Determine the points on the graph of y= cos2x - cos x,x E [0,2pi], where the tangent is horizontal .
Determine the equation of the tangent line to the graph of y= f(x)= x(2^-x) at (0,0).
y' = -2sin2x + sinx
so, where is y'=0?
2sin2x - sinx = 0
2sinx cosx - sinx = 0
sinx(2cosx - 1) = 0
sinx = 0
cosx = 1/2
Now supply the 4 angles (actually, 5, since you have a closed interval)
y = x 2^-x
using the product and chain rule,
y' = 2^-x + x * ln2 2^-x (-1) = 2^-x (1 - x ln2)
y'(0) = 1(1-0) = 1
so the line is y=x
confirm at
https://www.wolframalpha.com/input/?i=plot+y%3Dx+2%5E-x%2C+y%3Dx
To find the points on the graph of the equation y = cos(2x) - cos(x) where the tangent is horizontal, we need to find the critical points of the graph.
A horizontal tangent occurs when the derivative of the function is equal to zero.
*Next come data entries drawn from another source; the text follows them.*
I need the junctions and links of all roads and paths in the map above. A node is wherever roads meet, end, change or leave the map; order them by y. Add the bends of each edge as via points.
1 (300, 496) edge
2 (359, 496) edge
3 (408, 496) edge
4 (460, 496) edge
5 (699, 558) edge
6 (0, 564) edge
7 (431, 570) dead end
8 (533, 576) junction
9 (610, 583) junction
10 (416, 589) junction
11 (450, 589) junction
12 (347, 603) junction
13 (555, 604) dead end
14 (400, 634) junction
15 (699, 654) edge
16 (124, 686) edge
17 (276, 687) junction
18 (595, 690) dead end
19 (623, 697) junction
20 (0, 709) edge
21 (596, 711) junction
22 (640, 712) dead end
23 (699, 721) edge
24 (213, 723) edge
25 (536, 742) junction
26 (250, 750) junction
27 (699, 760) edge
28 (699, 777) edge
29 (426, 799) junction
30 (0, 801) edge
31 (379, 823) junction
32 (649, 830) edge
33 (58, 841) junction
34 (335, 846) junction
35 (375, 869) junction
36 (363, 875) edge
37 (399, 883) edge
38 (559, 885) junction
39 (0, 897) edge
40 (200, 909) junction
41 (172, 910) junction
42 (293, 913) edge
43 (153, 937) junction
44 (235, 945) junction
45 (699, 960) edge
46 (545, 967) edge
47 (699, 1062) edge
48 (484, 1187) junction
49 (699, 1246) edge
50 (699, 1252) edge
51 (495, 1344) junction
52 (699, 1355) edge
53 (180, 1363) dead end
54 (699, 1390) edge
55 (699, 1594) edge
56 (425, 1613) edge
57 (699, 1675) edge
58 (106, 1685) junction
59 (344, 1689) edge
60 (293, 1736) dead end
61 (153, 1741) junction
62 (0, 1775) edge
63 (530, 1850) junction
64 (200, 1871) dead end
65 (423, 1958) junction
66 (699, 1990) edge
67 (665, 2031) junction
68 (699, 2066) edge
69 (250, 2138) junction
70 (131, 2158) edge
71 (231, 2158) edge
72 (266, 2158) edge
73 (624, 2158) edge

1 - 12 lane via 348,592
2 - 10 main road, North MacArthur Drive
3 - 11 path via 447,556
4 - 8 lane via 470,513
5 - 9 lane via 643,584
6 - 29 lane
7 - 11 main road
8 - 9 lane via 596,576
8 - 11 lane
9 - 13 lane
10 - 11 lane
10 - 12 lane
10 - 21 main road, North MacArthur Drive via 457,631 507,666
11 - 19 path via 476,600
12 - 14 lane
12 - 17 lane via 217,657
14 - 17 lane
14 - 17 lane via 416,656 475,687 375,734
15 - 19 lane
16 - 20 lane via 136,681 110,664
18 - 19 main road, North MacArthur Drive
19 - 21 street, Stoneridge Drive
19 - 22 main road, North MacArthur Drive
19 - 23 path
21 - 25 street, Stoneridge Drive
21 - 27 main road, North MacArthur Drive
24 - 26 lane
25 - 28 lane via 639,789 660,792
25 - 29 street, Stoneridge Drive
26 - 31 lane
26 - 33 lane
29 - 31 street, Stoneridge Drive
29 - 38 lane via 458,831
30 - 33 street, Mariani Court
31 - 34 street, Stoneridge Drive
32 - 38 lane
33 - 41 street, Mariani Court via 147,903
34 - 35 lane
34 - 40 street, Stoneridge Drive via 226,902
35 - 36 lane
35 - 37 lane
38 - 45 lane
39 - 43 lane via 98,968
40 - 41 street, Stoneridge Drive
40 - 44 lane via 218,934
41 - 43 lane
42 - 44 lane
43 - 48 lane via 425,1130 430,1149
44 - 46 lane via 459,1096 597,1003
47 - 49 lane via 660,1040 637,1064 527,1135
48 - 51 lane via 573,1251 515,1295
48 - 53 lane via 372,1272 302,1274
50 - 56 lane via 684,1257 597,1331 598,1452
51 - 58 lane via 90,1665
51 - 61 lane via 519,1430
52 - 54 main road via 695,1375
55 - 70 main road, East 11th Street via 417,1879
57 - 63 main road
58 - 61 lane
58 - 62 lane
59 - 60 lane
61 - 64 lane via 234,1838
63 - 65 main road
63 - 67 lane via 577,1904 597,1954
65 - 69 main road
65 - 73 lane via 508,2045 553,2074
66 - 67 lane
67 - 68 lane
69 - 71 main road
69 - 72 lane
Hence, we need to find the derivative of the function y = cos(2x) - cos(x).
Step 1: Find the derivative of y with respect to x.
By using the chain rule, the derivative of cos(2x) is -2sin(2x) and the derivative of cos(x) is -sin(x).
Therefore, the derivative of y is dy/dx = -2sin(2x) + sin(x).
Step 2: Set the derivative equal to zero and solve for x.
-2sin(2x) + sin(x) = 0.
To solve this equation, we can factor out sin(x):
sin(x)(1 - 2cos(x)) = 0.
This equation will be satisfied if either sin(x) = 0 or 1 - 2cos(x) = 0.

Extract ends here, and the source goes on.